**EXCERPTED DATA:**
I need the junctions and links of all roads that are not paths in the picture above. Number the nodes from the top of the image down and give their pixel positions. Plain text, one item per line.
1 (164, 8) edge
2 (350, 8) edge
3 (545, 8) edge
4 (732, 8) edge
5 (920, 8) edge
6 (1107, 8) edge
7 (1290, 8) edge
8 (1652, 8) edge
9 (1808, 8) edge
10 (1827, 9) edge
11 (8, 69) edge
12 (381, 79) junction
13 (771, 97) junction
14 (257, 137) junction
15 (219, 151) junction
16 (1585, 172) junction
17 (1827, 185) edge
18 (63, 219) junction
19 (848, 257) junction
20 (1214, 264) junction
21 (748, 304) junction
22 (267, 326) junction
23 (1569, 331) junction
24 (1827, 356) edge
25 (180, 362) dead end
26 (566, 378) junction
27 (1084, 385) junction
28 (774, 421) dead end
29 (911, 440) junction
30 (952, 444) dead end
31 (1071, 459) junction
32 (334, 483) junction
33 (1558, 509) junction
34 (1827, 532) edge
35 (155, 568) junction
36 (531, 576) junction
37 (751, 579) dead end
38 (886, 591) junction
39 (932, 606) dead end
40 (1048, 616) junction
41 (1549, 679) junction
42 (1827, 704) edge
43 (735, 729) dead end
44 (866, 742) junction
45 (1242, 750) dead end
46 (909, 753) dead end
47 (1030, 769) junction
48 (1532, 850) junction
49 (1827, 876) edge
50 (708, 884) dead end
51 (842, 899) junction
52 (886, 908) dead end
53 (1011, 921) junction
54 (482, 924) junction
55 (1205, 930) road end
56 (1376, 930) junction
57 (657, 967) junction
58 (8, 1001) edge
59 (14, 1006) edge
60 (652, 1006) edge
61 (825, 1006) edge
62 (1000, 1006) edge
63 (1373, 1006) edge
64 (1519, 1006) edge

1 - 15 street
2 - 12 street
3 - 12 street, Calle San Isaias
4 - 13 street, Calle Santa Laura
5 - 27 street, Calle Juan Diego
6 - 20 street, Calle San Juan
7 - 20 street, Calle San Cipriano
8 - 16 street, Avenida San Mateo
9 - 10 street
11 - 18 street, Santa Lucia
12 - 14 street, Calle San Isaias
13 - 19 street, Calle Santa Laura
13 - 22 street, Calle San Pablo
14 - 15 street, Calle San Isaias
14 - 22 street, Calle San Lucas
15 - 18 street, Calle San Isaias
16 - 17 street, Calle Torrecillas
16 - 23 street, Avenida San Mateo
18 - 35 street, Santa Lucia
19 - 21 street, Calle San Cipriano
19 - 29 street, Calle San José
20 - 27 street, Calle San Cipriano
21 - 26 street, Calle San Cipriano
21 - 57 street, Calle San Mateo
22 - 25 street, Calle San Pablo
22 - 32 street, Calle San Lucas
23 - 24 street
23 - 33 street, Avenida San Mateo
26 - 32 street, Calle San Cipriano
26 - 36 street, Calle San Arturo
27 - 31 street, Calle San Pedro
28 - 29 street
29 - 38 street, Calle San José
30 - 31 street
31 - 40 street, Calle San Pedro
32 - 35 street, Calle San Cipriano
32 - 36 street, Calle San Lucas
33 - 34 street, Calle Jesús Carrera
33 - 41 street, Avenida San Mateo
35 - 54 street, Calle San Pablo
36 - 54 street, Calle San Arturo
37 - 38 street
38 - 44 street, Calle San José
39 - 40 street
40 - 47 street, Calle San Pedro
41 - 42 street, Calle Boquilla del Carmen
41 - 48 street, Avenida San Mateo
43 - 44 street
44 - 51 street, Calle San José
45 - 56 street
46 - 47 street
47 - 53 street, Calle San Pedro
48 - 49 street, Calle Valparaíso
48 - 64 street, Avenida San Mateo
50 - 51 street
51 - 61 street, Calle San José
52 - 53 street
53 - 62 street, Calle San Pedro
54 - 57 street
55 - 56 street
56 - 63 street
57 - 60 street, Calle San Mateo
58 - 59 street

**THE PROBLEM:**
In full and without changes, repeat the listing.

**OUTPUT FOR THIS TASK:**
I need the junctions and links of all roads that are not paths in the picture above. Number the nodes from the top of the image down and give their pixel positions. Plain text, one item per line.
1 (164, 8) edge
2 (350, 8) edge
3 (545, 8) edge
4 (732, 8) edge
5 (920, 8) edge
6 (1107, 8) edge
7 (1290, 8) edge
8 (1652, 8) edge
9 (1808, 8) edge
10 (1827, 9) edge
11 (8, 69) edge
12 (381, 79) junction
13 (771, 97) junction
14 (257, 137) junction
15 (219, 151) junction
16 (1585, 172) junction
17 (1827, 185) edge
18 (63, 219) junction
19 (848, 257) junction
20 (1214, 264) junction
21 (748, 304) junction
22 (267, 326) junction
23 (1569, 331) junction
24 (1827, 356) edge
25 (180, 362) dead end
26 (566, 378) junction
27 (1084, 385) junction
28 (774, 421) dead end
29 (911, 440) junction
30 (952, 444) dead end
31 (1071, 459) junction
32 (334, 483) junction
33 (1558, 509) junction
34 (1827, 532) edge
35 (155, 568) junction
36 (531, 576) junction
37 (751, 579) dead end
38 (886, 591) junction
39 (932, 606) dead end
40 (1048, 616) junction
41 (1549, 679) junction
42 (1827, 704) edge
43 (735, 729) dead end
44 (866, 742) junction
45 (1242, 750) dead end
46 (909, 753) dead end
47 (1030, 769) junction
48 (1532, 850) junction
49 (1827, 876) edge
50 (708, 884) dead end
51 (842, 899) junction
52 (886, 908) dead end
53 (1011, 921) junction
54 (482, 924) junction
55 (1205, 930) road end
56 (1376, 930) junction
57 (657, 967) junction
58 (8, 1001) edge
59 (14, 1006) edge
60 (652, 1006) edge
61 (825, 1006) edge
62 (1000, 1006) edge
63 (1373, 1006) edge
64 (1519, 1006) edge

1 - 15 street
2 - 12 street
3 - 12 street, Calle San Isaias
4 - 13 street, Calle Santa Laura
5 - 27 street, Calle Juan Diego
6 - 20 street, Calle San Juan
7 - 20 street, Calle San Cipriano
8 - 16 street, Avenida San Mateo
9 - 10 street
11 - 18 street, Santa Lucia
12 - 14 street, Calle San Isaias
13 - 19 street, Calle Santa Laura
13 - 22 street, Calle San Pablo
14 - 15 street, Calle San Isaias
14 - 22 street, Calle San Lucas
15 - 18 street, Calle San Isaias
16 - 17 street, Calle Torrecillas
16 - 23 street, Avenida San Mateo
18 - 35 street, Santa Lucia
19 - 21 street, Calle San Cipriano
19 - 29 street, Calle San José
20 - 27 street, Calle San Cipriano
21 - 26 street, Calle San Cipriano
21 - 57 street, Calle San Mateo
22 - 25 street, Calle San Pablo
22 - 32 street, Calle San Lucas
23 - 24 street
23 - 33 street, Avenida San Mateo
26 - 32 street, Calle San Cipriano
26 - 36 street, Calle San Arturo
27 - 31 street, Calle San Pedro
28 - 29 street
29 - 38 street, Calle San José
30 - 31 street
31 - 40 street, Calle San Pedro
32 - 35 street, Calle San Cipriano
32 - 36 street, Calle San Lucas
33 - 34 street, Calle Jesús Carrera
33 - 41 street, Avenida San Mateo
35 - 54 street, Calle San Pablo
36 - 54 street, Calle San Arturo
37 - 38 street
38 - 44 street, Calle San José
39 - 40 street
40 - 47 street, Calle San Pedro
41 - 42 street, Calle Boquilla del Carmen
41 - 48 street, Avenida San Mateo
43 - 44 street
44 - 51 street, Calle San José
45 - 56 street
46 - 47 street
47 - 53 street, Calle San Pedro
48 - 49 street, Calle Valparaíso
48 - 64 street, Avenida San Mateo
50 - 51 street
51 - 61 street, Calle San José
52 - 53 street
53 - 62 street, Calle San Pedro
54 - 57 street
55 - 56 street
56 - 63 street
57 - 60 street, Calle San Mateo
58 - 59 street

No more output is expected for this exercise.